The role of academic statisticians in a university medical school can be quite varied. In addition to teaching commitments, their research activities may be classified into three broad areas:

  1. availability as a statistical consultant to advise and provide technical assistance for the statistical aspects of any worthwhile research projects;

  2. to undertake more in-depth scientific collaboration on a limited number of research projects that contain a major statistical element; such projects will often be primarily motivated within the statistician's own department, but may sometimes arise from contacts outside the medical school;

  3. to undertake methodological research in medical statistics to develop new approaches to the design and analysis of medical investigations.

The balance of time that each statistician devotes to these three areas will depend on the nature of their appointment, their own particular aptitudes, the opportunities that arise in each area and the general policy of the department and medical school in which they work.

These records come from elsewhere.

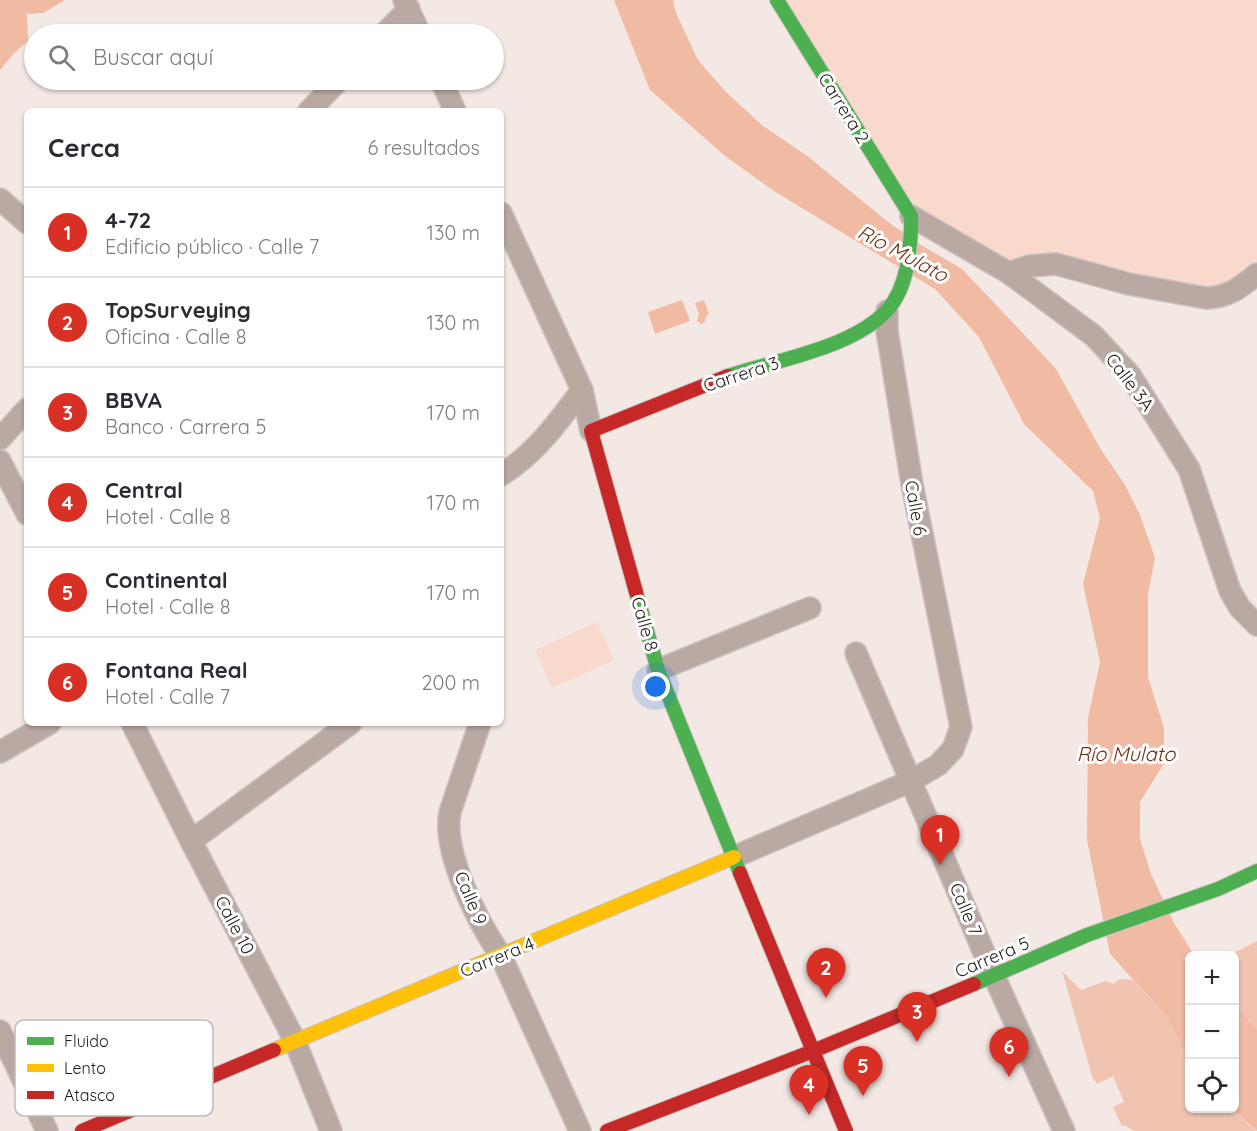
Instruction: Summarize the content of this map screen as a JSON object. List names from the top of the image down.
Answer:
{
  "streets": {
    "main road": [
      "Carrera 2",
      "Carrera 3",
      "Calle 8",
      "Carrera 4",
      "Carrera 5"
    ],
    "street": [
      "Calle 3A",
      "Calle 6",
      "Calle 9",
      "Calle 7",
      "Calle 10"
    ]
  },
  "crossings": [
    ["Carrera 2", "Calle 3A"],
    ["Carrera 3", "Calle 6"],
    ["Carrera 3", "Calle 8"],
    ["Calle 6", "Calle 7"],
    ["Calle 6", "Carrera 4"],
    ["Calle 8", "Carrera 4"],
    ["Calle 8", "Carrera 5"],
    ["Calle 9", "Carrera 4"],
    ["Calle 7", "Carrera 4"],
    ["Calle 7", "Carrera 5"],
    ["Calle 10", "Carrera 4"]
  ],
  "water": ["Río Mulato"],
  "legend": ["Fluido", "Lento", "Atasco"],
  "page": {
    "search": "Buscar aquí",
    "heading": ["Cerca", "6 resultados"],
    "list": [
      {
        "mark": "1",
        "name": "4-72",
        "note": "Edificio público · Calle 7",
        "value": "130 m"
      },
      {
        "mark": "2",
        "name": "TopSurveying",
        "note": "Oficina · Calle 8",
        "value": "130 m"
      },
      {
        "mark": "3",
        "name": "BBVA",
        "note": "Banco · Carrera 5",
        "value": "170 m"
      },
      {
        "mark": "4",
        "name": "Central",
        "note": "Hotel · Calle 8",
        "value": "170 m"
      },
      {
        "mark": "5",
        "name": "Continental",
        "note": "Hotel · Calle 8",
        "value": "170 m"
      },
      {
        "mark": "6",
        "name": "Fontana Real",
        "note": "Hotel · Calle 7",
        "value": "200 m"
      }
    ],
    "pins": [
      "1",
      "2",
      "3",
      "6",
      "5",
      "4"
    ],
    "map_buttons": ["+", "−"]
  }
}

In our case, the Department of Clinical Epidemiology and General Practice at the Royal Free Hospital School of Medicine in London has active research programmes in epidemiology and clinical trials so that the principal research effort is directed towards scientific collaboration and methodological research. This requires applied statisticians to expand their activities into non-statistical areas, by acquiring the necessary knowledge of the medical and epidemiological issues relating to the collaborative research. That is, statisticians have to become project-oriented whereby their efforts will be directed towards advancing medical knowledge.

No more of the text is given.